Tribal designs and beautiful words. Some scripts swirled while others were blocked and blacked, harshly contrasting the ornate ones.

  “You and I. We’re one and the same,” she whispered.

  His dark eyebrows bit together. “What is it that you think you see?”

  “Everything.” The pain. The distrust. The hunt for something out of reach.

  “No.” He shook his head. “I hate that I want to fuck you, fuck evil. We are nothing the same.”

  Her right hand swung to slap his face. He caught it, his strong hand wrapping around her wrist. His grip flexed, and electricity mixed with the discomfort, shooting all the way to her spine. Her left hand swung for him. His grip met that one, too.

  “You’re looking for a fight?” he asked incredulously.

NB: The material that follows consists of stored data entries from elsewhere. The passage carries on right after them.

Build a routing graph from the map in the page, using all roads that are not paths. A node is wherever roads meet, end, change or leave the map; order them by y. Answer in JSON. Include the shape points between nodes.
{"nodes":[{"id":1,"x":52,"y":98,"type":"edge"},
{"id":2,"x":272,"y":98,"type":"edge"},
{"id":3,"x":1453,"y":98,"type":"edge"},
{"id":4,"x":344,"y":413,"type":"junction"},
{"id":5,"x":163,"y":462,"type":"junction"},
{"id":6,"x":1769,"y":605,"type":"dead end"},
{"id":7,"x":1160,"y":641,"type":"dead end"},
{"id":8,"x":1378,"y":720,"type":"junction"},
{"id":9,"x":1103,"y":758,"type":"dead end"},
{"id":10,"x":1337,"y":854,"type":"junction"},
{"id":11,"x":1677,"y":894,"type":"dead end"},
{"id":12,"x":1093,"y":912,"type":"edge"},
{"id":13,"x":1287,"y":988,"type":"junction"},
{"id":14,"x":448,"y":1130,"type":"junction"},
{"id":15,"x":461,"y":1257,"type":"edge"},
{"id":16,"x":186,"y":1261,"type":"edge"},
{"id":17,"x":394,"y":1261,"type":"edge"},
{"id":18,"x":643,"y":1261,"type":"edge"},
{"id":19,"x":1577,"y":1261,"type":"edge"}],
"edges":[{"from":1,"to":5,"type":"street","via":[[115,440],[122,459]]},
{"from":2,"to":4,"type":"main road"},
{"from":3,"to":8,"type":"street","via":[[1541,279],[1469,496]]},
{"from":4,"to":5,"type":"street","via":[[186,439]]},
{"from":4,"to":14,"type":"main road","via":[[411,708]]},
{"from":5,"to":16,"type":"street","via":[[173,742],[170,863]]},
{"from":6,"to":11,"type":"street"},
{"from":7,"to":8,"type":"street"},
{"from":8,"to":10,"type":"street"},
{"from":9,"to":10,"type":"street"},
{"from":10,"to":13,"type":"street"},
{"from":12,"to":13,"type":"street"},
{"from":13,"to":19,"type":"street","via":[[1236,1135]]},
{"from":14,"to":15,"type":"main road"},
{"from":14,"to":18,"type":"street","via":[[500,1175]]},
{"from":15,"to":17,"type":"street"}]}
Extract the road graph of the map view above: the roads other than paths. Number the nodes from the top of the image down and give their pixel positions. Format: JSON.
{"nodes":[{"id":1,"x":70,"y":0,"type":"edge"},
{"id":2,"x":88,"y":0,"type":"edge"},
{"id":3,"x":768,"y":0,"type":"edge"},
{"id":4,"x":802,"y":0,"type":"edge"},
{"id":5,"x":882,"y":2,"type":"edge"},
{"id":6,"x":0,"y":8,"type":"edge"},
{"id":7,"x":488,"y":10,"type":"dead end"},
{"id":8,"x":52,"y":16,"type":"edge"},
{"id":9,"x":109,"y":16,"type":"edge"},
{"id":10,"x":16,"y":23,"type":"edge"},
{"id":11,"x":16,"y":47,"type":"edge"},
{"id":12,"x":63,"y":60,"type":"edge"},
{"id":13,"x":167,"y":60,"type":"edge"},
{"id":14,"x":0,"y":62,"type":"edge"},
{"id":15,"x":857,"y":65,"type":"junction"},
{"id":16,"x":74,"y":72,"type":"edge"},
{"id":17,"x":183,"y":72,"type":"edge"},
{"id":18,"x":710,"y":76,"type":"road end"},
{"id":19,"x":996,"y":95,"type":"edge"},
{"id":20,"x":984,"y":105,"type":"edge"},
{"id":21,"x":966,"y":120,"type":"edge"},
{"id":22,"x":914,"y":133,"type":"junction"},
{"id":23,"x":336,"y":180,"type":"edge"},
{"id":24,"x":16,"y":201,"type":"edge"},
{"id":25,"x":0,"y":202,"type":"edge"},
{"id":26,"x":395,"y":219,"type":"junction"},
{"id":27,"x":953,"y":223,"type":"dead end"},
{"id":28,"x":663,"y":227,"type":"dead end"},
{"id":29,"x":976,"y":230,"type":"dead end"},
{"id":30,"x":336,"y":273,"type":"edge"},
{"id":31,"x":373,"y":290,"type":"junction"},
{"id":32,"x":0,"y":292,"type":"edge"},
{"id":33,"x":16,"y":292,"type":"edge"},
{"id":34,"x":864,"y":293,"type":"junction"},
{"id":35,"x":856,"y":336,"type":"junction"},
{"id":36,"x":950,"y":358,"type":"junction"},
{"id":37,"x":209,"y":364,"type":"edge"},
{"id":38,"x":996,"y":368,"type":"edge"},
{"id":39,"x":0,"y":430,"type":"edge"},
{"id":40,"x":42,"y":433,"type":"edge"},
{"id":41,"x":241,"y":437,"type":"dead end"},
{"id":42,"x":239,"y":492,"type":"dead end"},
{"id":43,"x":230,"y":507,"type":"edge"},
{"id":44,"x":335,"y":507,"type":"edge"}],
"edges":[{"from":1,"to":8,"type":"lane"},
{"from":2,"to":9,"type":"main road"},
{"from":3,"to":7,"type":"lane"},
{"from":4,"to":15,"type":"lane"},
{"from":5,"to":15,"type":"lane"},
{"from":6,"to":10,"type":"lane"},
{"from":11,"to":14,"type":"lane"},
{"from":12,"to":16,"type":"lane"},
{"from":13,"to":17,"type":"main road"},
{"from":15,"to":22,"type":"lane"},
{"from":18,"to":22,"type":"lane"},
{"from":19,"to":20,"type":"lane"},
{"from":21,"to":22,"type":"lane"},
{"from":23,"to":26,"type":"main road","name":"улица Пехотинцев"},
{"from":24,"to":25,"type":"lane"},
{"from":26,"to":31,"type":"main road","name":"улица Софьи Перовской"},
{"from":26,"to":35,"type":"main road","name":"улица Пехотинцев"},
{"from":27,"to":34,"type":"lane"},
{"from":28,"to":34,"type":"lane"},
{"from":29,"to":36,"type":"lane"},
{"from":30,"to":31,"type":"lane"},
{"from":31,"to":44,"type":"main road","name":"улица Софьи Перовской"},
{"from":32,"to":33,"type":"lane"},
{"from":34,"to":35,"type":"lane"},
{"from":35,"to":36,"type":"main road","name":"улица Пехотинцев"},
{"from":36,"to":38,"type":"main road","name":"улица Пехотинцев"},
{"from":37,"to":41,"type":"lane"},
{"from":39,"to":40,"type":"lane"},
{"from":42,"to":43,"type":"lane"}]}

  Wrists in his grip, she had no idea what she was doing. Her head spun, reason and reality slipping away. “I don’t know.”

  He backed an inch. “What’s with that?”

  “What?”

  “The out-of-nowhere quiet response.”

  She shrugged, hating that he saw something vulnerable that she never should have shown.

  His lips turned into a wary grin. “There’s more than one side to you.”

  “I already told you that.”

  “Give me your keys.”

  Somehow, when Luke saw her defenseless side, it was a mental go-ahead to leave with him, driving. “They’re in the ignition.”

  His brows went up. “Trusting, are we?”

  “In this neighborhood?”

  He nodded.

  “More than trusting.”

  As his mind worked that over, Luke wrapped his hands around her, lifted her as if she were air, and seconds later, planted her in the passenger seat.

  “This is all about sex?” he asked.

  Her eyes jumped to his. “Yes.” Right? Because if a sexual urge existed once in her life, she should move forward. Even if her nerves were flooding in a way she’d never experienced and her mind was making calculated mistakes.